DATA IN THIS EXERCISE section start

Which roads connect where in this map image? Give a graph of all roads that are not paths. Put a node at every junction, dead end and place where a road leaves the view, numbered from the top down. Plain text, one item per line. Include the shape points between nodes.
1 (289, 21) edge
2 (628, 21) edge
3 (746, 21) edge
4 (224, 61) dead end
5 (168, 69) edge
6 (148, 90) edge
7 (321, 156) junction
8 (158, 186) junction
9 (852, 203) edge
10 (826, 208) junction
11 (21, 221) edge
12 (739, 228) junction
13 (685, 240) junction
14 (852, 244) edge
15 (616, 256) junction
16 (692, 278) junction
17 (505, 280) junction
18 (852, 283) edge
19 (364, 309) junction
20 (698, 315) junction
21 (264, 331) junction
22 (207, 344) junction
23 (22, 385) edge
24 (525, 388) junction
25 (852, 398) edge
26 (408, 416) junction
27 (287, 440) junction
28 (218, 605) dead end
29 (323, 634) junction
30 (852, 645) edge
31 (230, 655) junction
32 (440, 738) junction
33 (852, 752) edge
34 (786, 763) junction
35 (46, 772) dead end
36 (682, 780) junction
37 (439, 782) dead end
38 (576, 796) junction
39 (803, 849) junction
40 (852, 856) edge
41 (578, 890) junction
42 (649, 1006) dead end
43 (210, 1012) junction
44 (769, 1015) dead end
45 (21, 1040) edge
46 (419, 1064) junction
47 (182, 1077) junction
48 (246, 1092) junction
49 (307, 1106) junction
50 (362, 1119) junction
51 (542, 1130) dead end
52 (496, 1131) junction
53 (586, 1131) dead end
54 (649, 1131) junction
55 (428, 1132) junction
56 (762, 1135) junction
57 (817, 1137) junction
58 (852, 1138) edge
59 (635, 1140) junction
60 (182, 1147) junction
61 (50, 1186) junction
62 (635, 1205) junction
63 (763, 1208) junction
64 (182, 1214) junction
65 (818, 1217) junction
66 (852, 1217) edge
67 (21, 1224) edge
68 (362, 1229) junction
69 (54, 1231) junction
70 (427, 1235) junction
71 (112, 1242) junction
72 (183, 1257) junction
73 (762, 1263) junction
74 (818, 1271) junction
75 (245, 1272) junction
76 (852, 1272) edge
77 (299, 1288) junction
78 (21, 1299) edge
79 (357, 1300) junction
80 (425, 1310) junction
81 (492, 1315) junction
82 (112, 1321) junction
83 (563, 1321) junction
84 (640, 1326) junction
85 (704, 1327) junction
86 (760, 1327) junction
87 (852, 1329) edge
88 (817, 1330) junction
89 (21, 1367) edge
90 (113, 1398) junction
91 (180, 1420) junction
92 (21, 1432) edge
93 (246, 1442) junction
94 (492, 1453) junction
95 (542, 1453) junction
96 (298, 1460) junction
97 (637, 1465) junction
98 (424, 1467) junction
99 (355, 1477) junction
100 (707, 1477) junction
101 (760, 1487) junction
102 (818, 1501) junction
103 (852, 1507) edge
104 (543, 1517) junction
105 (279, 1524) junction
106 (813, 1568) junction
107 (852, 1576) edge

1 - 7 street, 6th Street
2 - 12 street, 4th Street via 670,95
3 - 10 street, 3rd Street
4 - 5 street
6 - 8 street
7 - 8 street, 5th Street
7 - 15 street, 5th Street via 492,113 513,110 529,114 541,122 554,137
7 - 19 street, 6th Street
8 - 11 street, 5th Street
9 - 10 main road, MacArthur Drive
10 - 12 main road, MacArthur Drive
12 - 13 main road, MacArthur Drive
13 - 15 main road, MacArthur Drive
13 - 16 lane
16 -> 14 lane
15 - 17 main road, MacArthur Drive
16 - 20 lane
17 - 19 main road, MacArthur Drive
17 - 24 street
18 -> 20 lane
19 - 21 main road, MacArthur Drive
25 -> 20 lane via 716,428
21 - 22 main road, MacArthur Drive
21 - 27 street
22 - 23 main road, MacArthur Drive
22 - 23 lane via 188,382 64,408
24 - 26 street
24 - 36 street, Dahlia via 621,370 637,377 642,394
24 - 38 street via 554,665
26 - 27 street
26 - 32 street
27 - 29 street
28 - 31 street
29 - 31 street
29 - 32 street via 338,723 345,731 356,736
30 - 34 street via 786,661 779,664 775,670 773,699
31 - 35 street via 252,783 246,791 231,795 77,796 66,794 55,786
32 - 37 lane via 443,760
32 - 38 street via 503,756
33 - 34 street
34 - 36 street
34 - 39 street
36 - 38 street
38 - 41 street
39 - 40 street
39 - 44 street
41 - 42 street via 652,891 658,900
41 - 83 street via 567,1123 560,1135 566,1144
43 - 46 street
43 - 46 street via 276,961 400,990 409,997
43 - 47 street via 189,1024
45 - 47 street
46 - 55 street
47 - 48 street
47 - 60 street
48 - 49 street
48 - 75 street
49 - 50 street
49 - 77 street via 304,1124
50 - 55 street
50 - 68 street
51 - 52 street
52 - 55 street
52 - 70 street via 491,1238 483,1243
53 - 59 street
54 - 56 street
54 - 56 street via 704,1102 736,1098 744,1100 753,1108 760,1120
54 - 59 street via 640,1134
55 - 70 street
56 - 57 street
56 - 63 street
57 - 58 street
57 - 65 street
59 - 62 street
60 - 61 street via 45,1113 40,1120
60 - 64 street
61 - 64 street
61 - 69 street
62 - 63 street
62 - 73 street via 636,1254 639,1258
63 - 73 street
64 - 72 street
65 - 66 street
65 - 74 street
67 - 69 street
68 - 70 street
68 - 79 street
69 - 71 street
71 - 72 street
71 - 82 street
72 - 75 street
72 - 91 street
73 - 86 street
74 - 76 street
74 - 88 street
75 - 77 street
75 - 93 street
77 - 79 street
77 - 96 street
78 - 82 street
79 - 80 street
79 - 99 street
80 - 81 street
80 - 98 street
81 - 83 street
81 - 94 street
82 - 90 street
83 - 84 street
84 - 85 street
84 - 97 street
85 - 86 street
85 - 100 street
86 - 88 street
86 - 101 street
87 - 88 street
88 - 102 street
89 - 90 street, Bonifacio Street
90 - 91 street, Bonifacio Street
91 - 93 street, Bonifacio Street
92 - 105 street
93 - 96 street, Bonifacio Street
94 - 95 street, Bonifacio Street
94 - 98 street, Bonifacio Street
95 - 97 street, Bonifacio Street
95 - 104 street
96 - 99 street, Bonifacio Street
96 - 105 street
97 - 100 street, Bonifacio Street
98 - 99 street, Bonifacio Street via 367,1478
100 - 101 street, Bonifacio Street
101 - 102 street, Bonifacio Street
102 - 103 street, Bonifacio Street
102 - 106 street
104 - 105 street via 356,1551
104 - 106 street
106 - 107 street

DATA IN THIS EXERCISE section end

**PROBLEM TO SOLVE**:
Write out every line of the material again, exactly as it reads.

**RESPONSE TO THE EXERCISE**:
Which roads connect where in this map image? Give a graph of all roads that are not paths. Put a node at every junction, dead end and place where a road leaves the view, numbered from the top down. Plain text, one item per line. Include the shape points between nodes.
1 (289, 21) edge
2 (628, 21) edge
3 (746, 21) edge
4 (224, 61) dead end
5 (168, 69) edge
6 (148, 90) edge
7 (321, 156) junction
8 (158, 186) junction
9 (852, 203) edge
10 (826, 208) junction
11 (21, 221) edge
12 (739, 228) junction
13 (685, 240) junction
14 (852, 244) edge
15 (616, 256) junction
16 (692, 278) junction
17 (505, 280) junction
18 (852, 283) edge
19 (364, 309) junction
20 (698, 315) junction
21 (264, 331) junction
22 (207, 344) junction
23 (22, 385) edge
24 (525, 388) junction
25 (852, 398) edge
26 (408, 416) junction
27 (287, 440) junction
28 (218, 605) dead end
29 (323, 634) junction
30 (852, 645) edge
31 (230, 655) junction
32 (440, 738) junction
33 (852, 752) edge
34 (786, 763) junction
35 (46, 772) dead end
36 (682, 780) junction
37 (439, 782) dead end
38 (576, 796) junction
39 (803, 849) junction
40 (852, 856) edge
41 (578, 890) junction
42 (649, 1006) dead end
43 (210, 1012) junction
44 (769, 1015) dead end
45 (21, 1040) edge
46 (419, 1064) junction
47 (182, 1077) junction
48 (246, 1092) junction
49 (307, 1106) junction
50 (362, 1119) junction
51 (542, 1130) dead end
52 (496, 1131) junction
53 (586, 1131) dead end
54 (649, 1131) junction
55 (428, 1132) junction
56 (762, 1135) junction
57 (817, 1137) junction
58 (852, 1138) edge
59 (635, 1140) junction
60 (182, 1147) junction
61 (50, 1186) junction
62 (635, 1205) junction
63 (763, 1208) junction
64 (182, 1214) junction
65 (818, 1217) junction
66 (852, 1217) edge
67 (21, 1224) edge
68 (362, 1229) junction
69 (54, 1231) junction
70 (427, 1235) junction
71 (112, 1242) junction
72 (183, 1257) junction
73 (762, 1263) junction
74 (818, 1271) junction
75 (245, 1272) junction
76 (852, 1272) edge
77 (299, 1288) junction
78 (21, 1299) edge
79 (357, 1300) junction
80 (425, 1310) junction
81 (492, 1315) junction
82 (112, 1321) junction
83 (563, 1321) junction
84 (640, 1326) junction
85 (704, 1327) junction
86 (760, 1327) junction
87 (852, 1329) edge
88 (817, 1330) junction
89 (21, 1367) edge
90 (113, 1398) junction
91 (180, 1420) junction
92 (21, 1432) edge
93 (246, 1442) junction
94 (492, 1453) junction
95 (542, 1453) junction
96 (298, 1460) junction
97 (637, 1465) junction
98 (424, 1467) junction
99 (355, 1477) junction
100 (707, 1477) junction
101 (760, 1487) junction
102 (818, 1501) junction
103 (852, 1507) edge
104 (543, 1517) junction
105 (279, 1524) junction
106 (813, 1568) junction
107 (852, 1576) edge

1 - 7 street, 6th Street
2 - 12 street, 4th Street via 670,95
3 - 10 street, 3rd Street
4 - 5 street
6 - 8 street
7 - 8 street, 5th Street
7 - 15 street, 5th Street via 492,113 513,110 529,114 541,122 554,137
7 - 19 street, 6th Street
8 - 11 street, 5th Street
9 - 10 main road, MacArthur Drive
10 - 12 main road, MacArthur Drive
12 - 13 main road, MacArthur Drive
13 - 15 main road, MacArthur Drive
13 - 16 lane
16 -> 14 lane
15 - 17 main road, MacArthur Drive
16 - 20 lane
17 - 19 main road, MacArthur Drive
17 - 24 street
18 -> 20 lane
19 - 21 main road, MacArthur Drive
25 -> 20 lane via 716,428
21 - 22 main road, MacArthur Drive
21 - 27 street
22 - 23 main road, MacArthur Drive
22 - 23 lane via 188,382 64,408
24 - 26 street
24 - 36 street, Dahlia via 621,370 637,377 642,394
24 - 38 street via 554,665
26 - 27 street
26 - 32 street
27 - 29 street
28 - 31 street
29 - 31 street
29 - 32 street via 338,723 345,731 356,736
30 - 34 street via 786,661 779,664 775,670 773,699
31 - 35 street via 252,783 246,791 231,795 77,796 66,794 55,786
32 - 37 lane via 443,760
32 - 38 street via 503,756
33 - 34 street
34 - 36 street
34 - 39 street
36 - 38 street
38 - 41 street
39 - 40 street
39 - 44 street
41 - 42 street via 652,891 658,900
41 - 83 street via 567,1123 560,1135 566,1144
43 - 46 street
43 - 46 street via 276,961 400,990 409,997
43 - 47 street via 189,1024
45 - 47 street
46 - 55 street
47 - 48 street
47 - 60 street
48 - 49 street
48 - 75 street
49 - 50 street
49 - 77 street via 304,1124
50 - 55 street
50 - 68 street
51 - 52 street
52 - 55 street
52 - 70 street via 491,1238 483,1243
53 - 59 street
54 - 56 street
54 - 56 street via 704,1102 736,1098 744,1100 753,1108 760,1120
54 - 59 street via 640,1134
55 - 70 street
56 - 57 street
56 - 63 street
57 - 58 street
57 - 65 street
59 - 62 street
60 - 61 street via 45,1113 40,1120
60 - 64 street
61 - 64 street
61 - 69 street
62 - 63 street
62 - 73 street via 636,1254 639,1258
63 - 73 street
64 - 72 street
65 - 66 street
65 - 74 street
67 - 69 street
68 - 70 street
68 - 79 street
69 - 71 street
71 - 72 street
71 - 82 street
72 - 75 street
72 - 91 street
73 - 86 street
74 - 76 street
74 - 88 street
75 - 77 street
75 - 93 street
77 - 79 street
77 - 96 street
78 - 82 street
79 - 80 street
79 - 99 street
80 - 81 street
80 - 98 street
81 - 83 street
81 - 94 street
82 - 90 street
83 - 84 street
84 - 85 street
84 - 97 street
85 - 86 street
85 - 100 street
86 - 88 street
86 - 101 street
87 - 88 street
88 - 102 street
89 - 90 street, Bonifacio Street
90 - 91 street, Bonifacio Street
91 - 93 street, Bonifacio Street
92 - 105 street
93 - 96 street, Bonifacio Street
94 - 95 street, Bonifacio Street
94 - 98 street, Bonifacio Street
95 - 97 street, Bonifacio Street
95 - 104 street
96 - 99 street, Bonifacio Street
96 - 105 street
97 - 100 street, Bonifacio Street
98 - 99 street, Bonifacio Street via 367,1478
100 - 101 street, Bonifacio Street
101 - 102 street, Bonifacio Street
102 - 103 street, Bonifacio Street
102 - 106 street
104 - 105 street via 356,1551
104 - 106 street
106 - 107 street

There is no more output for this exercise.